• _Exercise_: Word for word, reproduce the records that follow.

• _Input for this task_:
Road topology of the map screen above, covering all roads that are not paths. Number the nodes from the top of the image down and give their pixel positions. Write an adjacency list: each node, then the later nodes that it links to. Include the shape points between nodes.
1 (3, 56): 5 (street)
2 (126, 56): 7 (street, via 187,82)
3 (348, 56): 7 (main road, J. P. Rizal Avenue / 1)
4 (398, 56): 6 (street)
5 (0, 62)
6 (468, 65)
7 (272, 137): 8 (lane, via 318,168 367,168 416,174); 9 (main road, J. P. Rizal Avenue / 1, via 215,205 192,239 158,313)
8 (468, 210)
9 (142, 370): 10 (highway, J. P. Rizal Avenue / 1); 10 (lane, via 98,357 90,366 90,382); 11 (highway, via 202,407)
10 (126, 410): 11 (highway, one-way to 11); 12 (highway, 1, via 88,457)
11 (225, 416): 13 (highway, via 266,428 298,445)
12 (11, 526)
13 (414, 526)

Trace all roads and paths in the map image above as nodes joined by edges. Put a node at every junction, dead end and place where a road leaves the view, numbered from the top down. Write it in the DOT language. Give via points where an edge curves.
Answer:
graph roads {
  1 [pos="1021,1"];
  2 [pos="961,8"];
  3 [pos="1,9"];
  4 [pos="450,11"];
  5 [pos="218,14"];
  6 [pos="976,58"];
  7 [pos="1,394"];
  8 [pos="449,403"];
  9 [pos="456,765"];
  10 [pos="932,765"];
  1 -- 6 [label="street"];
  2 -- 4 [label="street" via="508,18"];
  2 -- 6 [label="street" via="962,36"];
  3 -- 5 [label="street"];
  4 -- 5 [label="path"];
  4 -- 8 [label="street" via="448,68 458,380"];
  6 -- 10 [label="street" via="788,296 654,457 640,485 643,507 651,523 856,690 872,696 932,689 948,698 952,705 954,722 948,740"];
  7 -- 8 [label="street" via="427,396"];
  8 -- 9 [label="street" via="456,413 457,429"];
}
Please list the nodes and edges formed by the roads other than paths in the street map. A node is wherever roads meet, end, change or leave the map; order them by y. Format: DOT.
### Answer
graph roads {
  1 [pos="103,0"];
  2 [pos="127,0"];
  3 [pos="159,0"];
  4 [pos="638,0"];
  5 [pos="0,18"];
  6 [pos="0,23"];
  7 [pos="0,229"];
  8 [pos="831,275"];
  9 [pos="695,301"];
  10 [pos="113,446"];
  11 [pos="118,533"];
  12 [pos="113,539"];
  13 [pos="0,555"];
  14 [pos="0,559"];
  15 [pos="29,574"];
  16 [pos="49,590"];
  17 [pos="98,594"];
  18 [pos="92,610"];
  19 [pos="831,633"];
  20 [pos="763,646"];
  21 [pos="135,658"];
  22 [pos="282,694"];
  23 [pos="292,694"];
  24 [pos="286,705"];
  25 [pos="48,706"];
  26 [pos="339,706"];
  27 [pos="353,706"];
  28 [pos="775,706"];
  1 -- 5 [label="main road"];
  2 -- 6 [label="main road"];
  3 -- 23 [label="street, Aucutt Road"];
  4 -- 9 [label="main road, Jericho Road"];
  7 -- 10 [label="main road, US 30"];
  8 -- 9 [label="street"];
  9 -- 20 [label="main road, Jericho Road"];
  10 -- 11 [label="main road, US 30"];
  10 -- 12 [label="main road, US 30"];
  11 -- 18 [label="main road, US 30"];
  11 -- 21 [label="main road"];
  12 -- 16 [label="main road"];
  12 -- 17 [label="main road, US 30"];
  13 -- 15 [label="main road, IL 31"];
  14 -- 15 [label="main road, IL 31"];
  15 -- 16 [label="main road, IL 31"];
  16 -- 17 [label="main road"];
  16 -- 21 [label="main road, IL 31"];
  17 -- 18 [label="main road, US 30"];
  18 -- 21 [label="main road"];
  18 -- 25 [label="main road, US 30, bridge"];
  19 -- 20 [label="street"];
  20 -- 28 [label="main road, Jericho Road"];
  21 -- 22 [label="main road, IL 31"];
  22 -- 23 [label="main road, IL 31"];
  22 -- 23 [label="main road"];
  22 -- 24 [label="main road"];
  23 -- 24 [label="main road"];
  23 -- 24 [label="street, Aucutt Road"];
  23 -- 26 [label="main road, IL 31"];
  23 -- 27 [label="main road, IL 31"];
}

• _Response to this task_:
Road topology of the map screen above, covering all roads that are not paths. Number the nodes from the top of the image down and give their pixel positions. Write an adjacency list: each node, then the later nodes that it links to. Include the shape points between nodes.
1 (3, 56): 5 (street)
2 (126, 56): 7 (street, via 187,82)
3 (348, 56): 7 (main road, J. P. Rizal Avenue / 1)
4 (398, 56): 6 (street)
5 (0, 62)
6 (468, 65)
7 (272, 137): 8 (lane, via 318,168 367,168 416,174); 9 (main road, J. P. Rizal Avenue / 1, via 215,205 192,239 158,313)
8 (468, 210)
9 (142, 370): 10 (highway, J. P. Rizal Avenue / 1); 10 (lane, via 98,357 90,366 90,382); 11 (highway, via 202,407)
10 (126, 410): 11 (highway, one-way to 11); 12 (highway, 1, via 88,457)
11 (225, 416): 13 (highway, via 266,428 298,445)
12 (11, 526)
13 (414, 526)

Trace all roads and paths in the map image above as nodes joined by edges. Put a node at every junction, dead end and place where a road leaves the view, numbered from the top down. Write it in the DOT language. Give via points where an edge curves.
Answer:
graph roads {
  1 [pos="1021,1"];
  2 [pos="961,8"];
  3 [pos="1,9"];
  4 [pos="450,11"];
  5 [pos="218,14"];
  6 [pos="976,58"];
  7 [pos="1,394"];
  8 [pos="449,403"];
  9 [pos="456,765"];
  10 [pos="932,765"];
  1 -- 6 [label="street"];
  2 -- 4 [label="street" via="508,18"];
  2 -- 6 [label="street" via="962,36"];
  3 -- 5 [label="street"];
  4 -- 5 [label="path"];
  4 -- 8 [label="street" via="448,68 458,380"];
  6 -- 10 [label="street" via="788,296 654,457 640,485 643,507 651,523 856,690 872,696 932,689 948,698 952,705 954,722 948,740"];
  7 -- 8 [label="street" via="427,396"];
  8 -- 9 [label="street" via="456,413 457,429"];
}
Please list the nodes and edges formed by the roads other than paths in the street map. A node is wherever roads meet, end, change or leave the map; order them by y. Format: DOT.
### Answer
graph roads {
  1 [pos="103,0"];
  2 [pos="127,0"];
  3 [pos="159,0"];
  4 [pos="638,0"];
  5 [pos="0,18"];
  6 [pos="0,23"];
  7 [pos="0,229"];
  8 [pos="831,275"];
  9 [pos="695,301"];
  10 [pos="113,446"];
  11 [pos="118,533"];
  12 [pos="113,539"];
  13 [pos="0,555"];
  14 [pos="0,559"];
  15 [pos="29,574"];
  16 [pos="49,590"];
  17 [pos="98,594"];
  18 [pos="92,610"];
  19 [pos="831,633"];
  20 [pos="763,646"];
  21 [pos="135,658"];
  22 [pos="282,694"];
  23 [pos="292,694"];
  24 [pos="286,705"];
  25 [pos="48,706"];
  26 [pos="339,706"];
  27 [pos="353,706"];
  28 [pos="775,706"];
  1 -- 5 [label="main road"];
  2 -- 6 [label="main road"];
  3 -- 23 [label="street, Aucutt Road"];
  4 -- 9 [label="main road, Jericho Road"];
  7 -- 10 [label="main road, US 30"];
  8 -- 9 [label="street"];
  9 -- 20 [label="main road, Jericho Road"];
  10 -- 11 [label="main road, US 30"];
  10 -- 12 [label="main road, US 30"];
  11 -- 18 [label="main road, US 30"];
  11 -- 21 [label="main road"];
  12 -- 16 [label="main road"];
  12 -- 17 [label="main road, US 30"];
  13 -- 15 [label="main road, IL 31"];
  14 -- 15 [label="main road, IL 31"];
  15 -- 16 [label="main road, IL 31"];
  16 -- 17 [label="main road"];
  16 -- 21 [label="main road, IL 31"];
  17 -- 18 [label="main road, US 30"];
  18 -- 21 [label="main road"];
  18 -- 25 [label="main road, US 30, bridge"];
  19 -- 20 [label="street"];
  20 -- 28 [label="main road, Jericho Road"];
  21 -- 22 [label="main road, IL 31"];
  22 -- 23 [label="main road, IL 31"];
  22 -- 23 [label="main road"];
  22 -- 24 [label="main road"];
  23 -- 24 [label="main road"];
  23 -- 24 [label="street, Aucutt Road"];
  23 -- 26 [label="main road, IL 31"];
  23 -- 27 [label="main road, IL 31"];
}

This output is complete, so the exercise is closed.